* WORK ORDER
Count how many lines in the data below include "lane". Answer with the number only.
*** Opening LISTED RECORDS ***
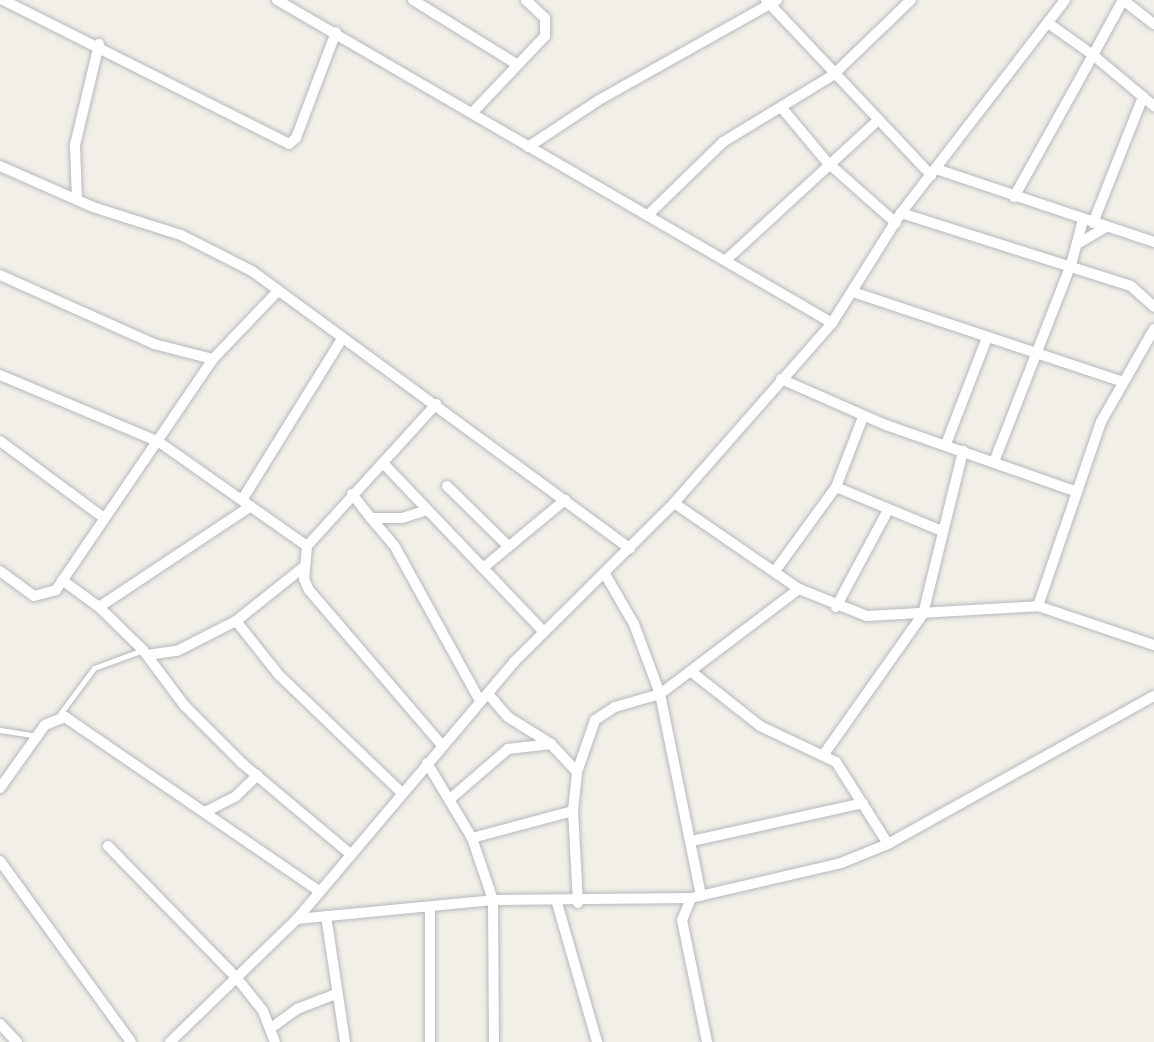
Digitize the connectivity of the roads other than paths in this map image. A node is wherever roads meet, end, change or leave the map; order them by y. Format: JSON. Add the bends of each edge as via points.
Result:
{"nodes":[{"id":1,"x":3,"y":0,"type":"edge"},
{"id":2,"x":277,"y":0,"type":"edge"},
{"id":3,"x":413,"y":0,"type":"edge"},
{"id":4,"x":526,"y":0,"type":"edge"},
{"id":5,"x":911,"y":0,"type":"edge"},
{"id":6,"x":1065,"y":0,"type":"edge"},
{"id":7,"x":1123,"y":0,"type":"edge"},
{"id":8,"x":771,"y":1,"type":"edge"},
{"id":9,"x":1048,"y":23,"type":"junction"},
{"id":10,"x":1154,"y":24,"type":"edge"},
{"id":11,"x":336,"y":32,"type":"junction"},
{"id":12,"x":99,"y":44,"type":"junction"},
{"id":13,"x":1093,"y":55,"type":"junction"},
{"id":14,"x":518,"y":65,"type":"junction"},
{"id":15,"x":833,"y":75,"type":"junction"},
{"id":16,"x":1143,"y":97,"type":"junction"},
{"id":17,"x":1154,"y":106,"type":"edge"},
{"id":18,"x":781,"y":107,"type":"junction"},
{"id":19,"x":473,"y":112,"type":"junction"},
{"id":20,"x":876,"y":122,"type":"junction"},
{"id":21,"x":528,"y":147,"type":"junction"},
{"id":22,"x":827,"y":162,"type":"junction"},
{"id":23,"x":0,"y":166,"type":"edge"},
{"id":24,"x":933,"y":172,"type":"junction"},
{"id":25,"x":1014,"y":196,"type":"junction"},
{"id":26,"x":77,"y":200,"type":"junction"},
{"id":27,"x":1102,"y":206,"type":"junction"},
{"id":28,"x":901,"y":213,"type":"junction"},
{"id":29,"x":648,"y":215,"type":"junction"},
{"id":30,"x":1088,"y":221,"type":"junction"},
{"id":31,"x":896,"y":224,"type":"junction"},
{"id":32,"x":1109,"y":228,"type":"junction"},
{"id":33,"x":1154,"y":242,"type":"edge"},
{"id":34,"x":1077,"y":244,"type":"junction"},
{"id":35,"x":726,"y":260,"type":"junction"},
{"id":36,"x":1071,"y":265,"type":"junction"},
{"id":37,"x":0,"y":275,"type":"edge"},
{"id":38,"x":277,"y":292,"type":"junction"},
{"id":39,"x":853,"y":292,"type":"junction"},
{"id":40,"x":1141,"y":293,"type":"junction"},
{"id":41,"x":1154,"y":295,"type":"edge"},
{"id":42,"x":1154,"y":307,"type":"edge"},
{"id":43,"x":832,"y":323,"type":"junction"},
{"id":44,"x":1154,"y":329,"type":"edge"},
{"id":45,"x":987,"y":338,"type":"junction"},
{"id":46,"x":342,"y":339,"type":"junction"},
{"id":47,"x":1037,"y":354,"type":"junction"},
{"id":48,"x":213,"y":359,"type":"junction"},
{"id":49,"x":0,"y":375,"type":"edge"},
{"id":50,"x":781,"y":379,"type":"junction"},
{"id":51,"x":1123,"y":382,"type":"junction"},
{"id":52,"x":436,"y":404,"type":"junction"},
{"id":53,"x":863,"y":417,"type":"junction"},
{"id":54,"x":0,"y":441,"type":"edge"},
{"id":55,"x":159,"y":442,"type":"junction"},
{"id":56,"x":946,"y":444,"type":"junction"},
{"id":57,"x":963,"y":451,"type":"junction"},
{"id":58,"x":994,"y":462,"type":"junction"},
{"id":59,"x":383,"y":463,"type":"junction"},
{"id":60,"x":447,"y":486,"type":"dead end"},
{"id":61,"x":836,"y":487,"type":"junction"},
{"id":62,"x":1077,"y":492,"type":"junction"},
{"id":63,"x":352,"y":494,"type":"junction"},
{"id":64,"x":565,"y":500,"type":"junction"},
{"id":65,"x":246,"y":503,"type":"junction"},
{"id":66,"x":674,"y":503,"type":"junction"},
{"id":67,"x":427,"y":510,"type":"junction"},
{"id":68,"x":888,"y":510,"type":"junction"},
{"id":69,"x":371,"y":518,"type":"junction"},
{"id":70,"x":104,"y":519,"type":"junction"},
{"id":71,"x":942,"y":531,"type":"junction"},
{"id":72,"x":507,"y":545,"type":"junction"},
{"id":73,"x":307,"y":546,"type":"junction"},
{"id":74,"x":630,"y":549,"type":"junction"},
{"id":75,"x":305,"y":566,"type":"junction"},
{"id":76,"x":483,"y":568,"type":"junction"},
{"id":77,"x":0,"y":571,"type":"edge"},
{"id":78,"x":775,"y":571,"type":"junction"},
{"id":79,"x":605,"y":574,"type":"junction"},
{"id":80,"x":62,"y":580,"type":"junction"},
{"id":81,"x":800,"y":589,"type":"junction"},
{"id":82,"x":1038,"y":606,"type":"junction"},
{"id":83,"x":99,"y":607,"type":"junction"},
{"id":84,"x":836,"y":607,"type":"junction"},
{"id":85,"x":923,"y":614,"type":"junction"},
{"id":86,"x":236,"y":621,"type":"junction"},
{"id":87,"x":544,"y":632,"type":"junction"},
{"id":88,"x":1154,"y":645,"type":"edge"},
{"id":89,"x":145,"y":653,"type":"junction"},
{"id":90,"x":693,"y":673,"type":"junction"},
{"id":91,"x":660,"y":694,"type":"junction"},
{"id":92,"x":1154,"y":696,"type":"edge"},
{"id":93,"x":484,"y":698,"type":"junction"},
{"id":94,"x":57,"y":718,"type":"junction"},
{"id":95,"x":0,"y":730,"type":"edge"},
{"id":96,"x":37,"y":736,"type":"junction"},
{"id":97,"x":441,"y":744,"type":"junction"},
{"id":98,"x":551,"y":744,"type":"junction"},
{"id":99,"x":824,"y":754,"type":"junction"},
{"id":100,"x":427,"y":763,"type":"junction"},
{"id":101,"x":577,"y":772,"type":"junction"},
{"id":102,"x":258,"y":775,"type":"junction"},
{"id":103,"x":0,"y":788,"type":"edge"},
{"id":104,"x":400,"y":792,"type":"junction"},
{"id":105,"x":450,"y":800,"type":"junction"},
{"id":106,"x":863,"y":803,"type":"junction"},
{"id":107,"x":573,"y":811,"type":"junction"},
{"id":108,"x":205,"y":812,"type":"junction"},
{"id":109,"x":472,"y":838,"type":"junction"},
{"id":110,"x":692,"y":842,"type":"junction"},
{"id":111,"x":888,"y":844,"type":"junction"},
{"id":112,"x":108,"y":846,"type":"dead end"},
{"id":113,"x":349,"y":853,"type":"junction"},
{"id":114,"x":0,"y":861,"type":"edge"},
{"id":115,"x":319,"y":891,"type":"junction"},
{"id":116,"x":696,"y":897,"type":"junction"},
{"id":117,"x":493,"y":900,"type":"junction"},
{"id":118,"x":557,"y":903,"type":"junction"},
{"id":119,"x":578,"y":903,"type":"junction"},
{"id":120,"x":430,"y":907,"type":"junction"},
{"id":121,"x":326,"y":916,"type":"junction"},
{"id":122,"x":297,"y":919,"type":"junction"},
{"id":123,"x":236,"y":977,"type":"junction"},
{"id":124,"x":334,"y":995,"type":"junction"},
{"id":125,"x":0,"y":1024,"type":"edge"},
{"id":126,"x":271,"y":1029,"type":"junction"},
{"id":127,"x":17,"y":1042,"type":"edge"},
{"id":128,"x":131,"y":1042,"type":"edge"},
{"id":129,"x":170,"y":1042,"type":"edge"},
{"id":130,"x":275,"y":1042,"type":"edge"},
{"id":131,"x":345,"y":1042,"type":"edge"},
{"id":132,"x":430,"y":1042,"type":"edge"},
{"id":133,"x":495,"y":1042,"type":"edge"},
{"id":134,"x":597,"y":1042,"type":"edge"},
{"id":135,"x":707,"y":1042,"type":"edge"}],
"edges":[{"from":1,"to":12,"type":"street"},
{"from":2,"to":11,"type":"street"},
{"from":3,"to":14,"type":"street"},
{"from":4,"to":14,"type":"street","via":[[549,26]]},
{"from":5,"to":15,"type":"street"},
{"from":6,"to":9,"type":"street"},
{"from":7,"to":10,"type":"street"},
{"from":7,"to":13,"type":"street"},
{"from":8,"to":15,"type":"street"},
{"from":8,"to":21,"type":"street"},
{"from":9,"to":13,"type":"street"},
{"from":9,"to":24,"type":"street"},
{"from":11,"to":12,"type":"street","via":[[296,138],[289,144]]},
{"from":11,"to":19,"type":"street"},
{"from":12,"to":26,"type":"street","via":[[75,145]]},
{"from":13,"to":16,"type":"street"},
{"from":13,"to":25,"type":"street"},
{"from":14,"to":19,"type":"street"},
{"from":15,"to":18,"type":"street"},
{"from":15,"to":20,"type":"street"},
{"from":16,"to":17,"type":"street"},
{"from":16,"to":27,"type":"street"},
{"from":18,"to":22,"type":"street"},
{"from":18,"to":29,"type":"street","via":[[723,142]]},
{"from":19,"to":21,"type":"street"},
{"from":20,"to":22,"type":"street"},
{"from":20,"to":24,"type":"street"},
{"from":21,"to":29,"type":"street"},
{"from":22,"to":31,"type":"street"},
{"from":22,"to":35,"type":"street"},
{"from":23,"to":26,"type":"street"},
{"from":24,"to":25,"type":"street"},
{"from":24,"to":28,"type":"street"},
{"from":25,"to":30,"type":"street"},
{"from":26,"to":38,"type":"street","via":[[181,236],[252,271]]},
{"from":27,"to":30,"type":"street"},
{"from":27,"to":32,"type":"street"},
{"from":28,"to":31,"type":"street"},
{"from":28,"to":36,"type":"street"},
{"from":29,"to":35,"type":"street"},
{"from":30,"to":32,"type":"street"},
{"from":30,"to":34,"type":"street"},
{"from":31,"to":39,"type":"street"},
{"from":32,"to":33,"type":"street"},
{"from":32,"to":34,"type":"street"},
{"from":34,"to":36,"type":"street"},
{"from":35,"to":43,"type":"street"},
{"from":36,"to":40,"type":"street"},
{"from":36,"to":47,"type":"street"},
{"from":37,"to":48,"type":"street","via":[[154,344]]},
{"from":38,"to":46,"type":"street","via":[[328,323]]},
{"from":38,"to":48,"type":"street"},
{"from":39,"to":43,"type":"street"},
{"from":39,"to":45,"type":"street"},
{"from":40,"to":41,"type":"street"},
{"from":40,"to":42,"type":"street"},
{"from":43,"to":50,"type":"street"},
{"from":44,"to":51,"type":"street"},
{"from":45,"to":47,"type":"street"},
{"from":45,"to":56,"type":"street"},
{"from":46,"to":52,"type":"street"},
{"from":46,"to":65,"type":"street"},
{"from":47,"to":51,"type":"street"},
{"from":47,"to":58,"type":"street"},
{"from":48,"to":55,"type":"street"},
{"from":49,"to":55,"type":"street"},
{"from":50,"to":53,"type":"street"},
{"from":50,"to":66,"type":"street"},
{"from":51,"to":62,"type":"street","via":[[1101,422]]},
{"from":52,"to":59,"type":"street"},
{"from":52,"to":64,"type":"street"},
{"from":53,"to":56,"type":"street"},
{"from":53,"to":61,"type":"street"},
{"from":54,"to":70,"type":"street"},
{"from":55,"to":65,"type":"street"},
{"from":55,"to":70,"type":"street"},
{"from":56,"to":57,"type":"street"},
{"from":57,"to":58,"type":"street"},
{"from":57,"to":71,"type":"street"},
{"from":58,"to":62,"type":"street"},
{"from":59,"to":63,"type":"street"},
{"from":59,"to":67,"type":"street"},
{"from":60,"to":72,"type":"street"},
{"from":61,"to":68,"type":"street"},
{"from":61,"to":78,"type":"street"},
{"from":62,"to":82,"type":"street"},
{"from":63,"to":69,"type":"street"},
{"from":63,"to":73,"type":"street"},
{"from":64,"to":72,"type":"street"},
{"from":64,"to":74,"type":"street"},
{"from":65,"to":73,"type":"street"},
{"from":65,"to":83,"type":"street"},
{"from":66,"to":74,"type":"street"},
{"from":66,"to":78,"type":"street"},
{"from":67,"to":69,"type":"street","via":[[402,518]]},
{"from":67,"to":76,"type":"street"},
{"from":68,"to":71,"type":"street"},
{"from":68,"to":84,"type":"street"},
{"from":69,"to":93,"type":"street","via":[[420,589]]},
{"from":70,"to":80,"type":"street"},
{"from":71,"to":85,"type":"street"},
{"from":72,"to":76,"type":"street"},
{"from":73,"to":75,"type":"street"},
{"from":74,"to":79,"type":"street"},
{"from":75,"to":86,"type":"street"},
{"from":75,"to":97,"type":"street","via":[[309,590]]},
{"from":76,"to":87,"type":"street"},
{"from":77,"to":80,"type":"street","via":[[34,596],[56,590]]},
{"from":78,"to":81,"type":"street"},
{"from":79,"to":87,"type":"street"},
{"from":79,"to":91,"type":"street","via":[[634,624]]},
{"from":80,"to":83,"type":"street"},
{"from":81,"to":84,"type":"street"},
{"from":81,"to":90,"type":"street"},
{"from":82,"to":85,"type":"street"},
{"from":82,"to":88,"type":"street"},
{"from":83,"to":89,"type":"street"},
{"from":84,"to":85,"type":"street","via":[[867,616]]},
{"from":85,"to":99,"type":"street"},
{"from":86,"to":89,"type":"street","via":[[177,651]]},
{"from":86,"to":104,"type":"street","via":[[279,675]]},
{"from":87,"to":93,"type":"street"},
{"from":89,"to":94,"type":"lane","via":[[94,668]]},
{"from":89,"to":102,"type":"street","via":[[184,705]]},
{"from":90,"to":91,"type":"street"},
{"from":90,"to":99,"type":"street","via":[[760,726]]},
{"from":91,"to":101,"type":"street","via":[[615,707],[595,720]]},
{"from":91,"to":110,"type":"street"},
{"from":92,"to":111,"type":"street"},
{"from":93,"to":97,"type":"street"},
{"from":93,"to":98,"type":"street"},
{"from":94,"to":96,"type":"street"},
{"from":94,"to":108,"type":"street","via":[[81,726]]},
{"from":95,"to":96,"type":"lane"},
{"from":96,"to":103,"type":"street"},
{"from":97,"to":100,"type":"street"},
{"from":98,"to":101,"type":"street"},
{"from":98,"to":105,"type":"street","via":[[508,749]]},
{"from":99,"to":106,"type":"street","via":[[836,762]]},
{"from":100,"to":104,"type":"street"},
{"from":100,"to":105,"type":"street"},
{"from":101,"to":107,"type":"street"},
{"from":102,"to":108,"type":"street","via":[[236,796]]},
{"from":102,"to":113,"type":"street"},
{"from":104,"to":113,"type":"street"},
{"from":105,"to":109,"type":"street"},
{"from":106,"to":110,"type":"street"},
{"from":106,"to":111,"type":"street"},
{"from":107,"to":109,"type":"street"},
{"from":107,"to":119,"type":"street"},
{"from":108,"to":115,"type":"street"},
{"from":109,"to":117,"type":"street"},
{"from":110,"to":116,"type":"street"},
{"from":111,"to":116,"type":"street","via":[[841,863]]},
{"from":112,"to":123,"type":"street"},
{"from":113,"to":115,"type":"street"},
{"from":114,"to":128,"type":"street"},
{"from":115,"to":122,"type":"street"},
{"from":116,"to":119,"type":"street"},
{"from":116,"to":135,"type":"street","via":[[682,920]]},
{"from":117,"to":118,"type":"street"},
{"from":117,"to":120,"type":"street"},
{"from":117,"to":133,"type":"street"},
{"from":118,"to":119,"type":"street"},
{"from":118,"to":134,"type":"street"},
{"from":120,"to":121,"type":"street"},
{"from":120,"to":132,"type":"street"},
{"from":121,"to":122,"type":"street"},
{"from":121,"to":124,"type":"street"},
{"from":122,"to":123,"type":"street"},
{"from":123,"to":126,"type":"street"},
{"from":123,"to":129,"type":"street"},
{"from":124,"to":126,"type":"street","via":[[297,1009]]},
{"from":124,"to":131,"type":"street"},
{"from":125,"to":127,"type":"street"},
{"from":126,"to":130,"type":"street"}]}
*** Closing LISTED RECORDS ***
* THE ANSWER
2